In altri termini è un cinema che nasconde, o
esibisce secondo i casi, il proprio continuo lavoro
metalinguistico sotto la categoria dell'invenzione: e
un cinema, cioè, che sembra negare radicalmente
l'acquisizione del proprio funzionamento di macchina
attraverso l'evidenza della figura dell'autore (il
regista è la nuova super-star).
Siamo in anni in cui appare concluso storicamente
il periodo di estrema produttività sociale dello
spettacolo filmico.
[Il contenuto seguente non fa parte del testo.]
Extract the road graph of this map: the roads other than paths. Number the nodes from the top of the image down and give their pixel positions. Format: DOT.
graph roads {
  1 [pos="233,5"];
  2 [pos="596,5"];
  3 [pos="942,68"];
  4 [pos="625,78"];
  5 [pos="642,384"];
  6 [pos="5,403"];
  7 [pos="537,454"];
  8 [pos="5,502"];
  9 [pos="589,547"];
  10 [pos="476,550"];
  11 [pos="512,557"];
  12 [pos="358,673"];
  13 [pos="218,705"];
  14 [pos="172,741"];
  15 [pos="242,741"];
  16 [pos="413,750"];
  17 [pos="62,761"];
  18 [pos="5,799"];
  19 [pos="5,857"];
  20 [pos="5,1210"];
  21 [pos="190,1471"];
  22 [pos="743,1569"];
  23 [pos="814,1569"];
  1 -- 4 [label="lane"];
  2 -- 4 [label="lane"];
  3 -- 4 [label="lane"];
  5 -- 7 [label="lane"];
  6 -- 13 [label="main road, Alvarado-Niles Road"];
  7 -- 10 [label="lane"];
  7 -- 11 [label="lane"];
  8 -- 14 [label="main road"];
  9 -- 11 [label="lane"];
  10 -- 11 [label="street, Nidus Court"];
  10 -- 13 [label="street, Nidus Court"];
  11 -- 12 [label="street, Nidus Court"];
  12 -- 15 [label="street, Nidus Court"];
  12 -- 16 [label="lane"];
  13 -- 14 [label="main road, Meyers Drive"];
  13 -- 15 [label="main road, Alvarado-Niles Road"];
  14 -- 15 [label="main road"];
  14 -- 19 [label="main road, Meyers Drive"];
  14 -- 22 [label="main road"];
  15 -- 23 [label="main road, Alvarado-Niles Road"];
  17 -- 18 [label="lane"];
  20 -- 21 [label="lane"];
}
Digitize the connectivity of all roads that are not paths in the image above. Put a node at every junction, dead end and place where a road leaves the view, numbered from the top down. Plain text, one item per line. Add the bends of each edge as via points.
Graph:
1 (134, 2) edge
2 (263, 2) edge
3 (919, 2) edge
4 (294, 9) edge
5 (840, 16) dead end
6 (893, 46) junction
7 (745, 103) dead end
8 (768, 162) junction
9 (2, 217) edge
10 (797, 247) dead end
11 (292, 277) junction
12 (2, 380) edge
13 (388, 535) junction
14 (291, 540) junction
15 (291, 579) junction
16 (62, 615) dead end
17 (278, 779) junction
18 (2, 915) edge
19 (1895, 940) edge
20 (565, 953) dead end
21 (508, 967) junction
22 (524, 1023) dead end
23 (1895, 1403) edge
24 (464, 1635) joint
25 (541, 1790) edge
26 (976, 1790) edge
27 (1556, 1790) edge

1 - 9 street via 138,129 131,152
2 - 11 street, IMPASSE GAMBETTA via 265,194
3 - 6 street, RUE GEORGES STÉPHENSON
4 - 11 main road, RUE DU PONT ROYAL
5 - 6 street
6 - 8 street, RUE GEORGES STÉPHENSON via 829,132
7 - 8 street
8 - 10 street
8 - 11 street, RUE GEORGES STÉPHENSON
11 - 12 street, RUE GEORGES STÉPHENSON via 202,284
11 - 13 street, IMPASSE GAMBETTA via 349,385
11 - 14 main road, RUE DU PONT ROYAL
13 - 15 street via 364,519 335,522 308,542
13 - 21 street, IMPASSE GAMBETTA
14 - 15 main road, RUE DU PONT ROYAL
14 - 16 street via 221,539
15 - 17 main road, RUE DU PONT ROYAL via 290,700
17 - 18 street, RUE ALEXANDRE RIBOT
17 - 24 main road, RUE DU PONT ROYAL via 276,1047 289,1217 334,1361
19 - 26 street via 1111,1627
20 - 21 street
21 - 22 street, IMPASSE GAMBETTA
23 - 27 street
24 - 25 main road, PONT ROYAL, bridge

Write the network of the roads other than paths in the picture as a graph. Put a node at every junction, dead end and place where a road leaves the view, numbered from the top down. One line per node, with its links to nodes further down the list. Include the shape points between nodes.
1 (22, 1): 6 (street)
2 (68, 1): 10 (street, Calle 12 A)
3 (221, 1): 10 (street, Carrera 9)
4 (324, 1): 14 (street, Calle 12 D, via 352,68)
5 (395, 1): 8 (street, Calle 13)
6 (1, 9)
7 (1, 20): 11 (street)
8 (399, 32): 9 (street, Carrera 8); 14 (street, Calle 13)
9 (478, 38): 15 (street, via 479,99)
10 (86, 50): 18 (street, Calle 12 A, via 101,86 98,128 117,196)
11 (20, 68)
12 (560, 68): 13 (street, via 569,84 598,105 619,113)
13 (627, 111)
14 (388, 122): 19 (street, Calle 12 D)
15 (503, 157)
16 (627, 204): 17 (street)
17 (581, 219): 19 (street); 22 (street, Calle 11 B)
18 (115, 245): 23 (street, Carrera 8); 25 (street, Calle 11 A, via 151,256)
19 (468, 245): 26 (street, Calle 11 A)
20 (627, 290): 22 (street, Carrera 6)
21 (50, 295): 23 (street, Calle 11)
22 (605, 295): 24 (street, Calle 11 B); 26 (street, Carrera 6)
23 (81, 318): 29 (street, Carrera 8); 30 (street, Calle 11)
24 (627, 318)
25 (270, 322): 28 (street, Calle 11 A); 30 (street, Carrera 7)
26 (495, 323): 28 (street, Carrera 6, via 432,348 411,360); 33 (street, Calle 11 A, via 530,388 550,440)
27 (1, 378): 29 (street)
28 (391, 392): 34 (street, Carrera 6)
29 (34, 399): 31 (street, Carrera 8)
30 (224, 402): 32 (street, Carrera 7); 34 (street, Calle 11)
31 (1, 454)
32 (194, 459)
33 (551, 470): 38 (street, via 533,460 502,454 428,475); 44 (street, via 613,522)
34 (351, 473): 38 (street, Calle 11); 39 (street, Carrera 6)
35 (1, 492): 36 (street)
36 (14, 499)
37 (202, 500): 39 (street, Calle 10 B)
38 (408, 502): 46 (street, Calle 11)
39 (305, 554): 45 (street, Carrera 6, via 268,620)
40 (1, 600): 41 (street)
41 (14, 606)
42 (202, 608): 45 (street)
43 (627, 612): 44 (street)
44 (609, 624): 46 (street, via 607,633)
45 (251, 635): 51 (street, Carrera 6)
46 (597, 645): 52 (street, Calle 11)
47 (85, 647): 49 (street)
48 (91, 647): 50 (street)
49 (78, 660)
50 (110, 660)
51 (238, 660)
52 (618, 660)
Con la trasformazione mediologica
che ha prodotto ormai a livello planetario una
cultura iconica, per cui tutto l'esistente si
percepisce e si riproduce come spettacolo, come
continua, anche se catastrofica performance, il
cinema, e quello hollywoodiano in particolare, ha
perso definitivamente la sua funzione più evidente,
quella - tipica di un'industria culturale di massa -
di omologare il proprio pubblico attorno ad un
immaginario collettivo.
Questa funzione che il cinema classico aveva
ereditato dal Teatro e dalla Letteratura di consumo
è passata irreversibilmente ad altri media, alla
televisione innanzitutto, in quanto medium che più
ha contribuito all'instaurarsi della totalità
informatico-spettacolare.
Note
(1) Cfr. Ch.Metz, Cinema e Psicoanalisi,
Marsilio, Venezia, 1980, pag. 8.
(2) Cfr. A.Bazin, Che cos'è il cinema?,
Garzanti, Milano, 1979.
[Uroboro 7, Edizioni
Mediateca, Campi Bisenzio, 1999.]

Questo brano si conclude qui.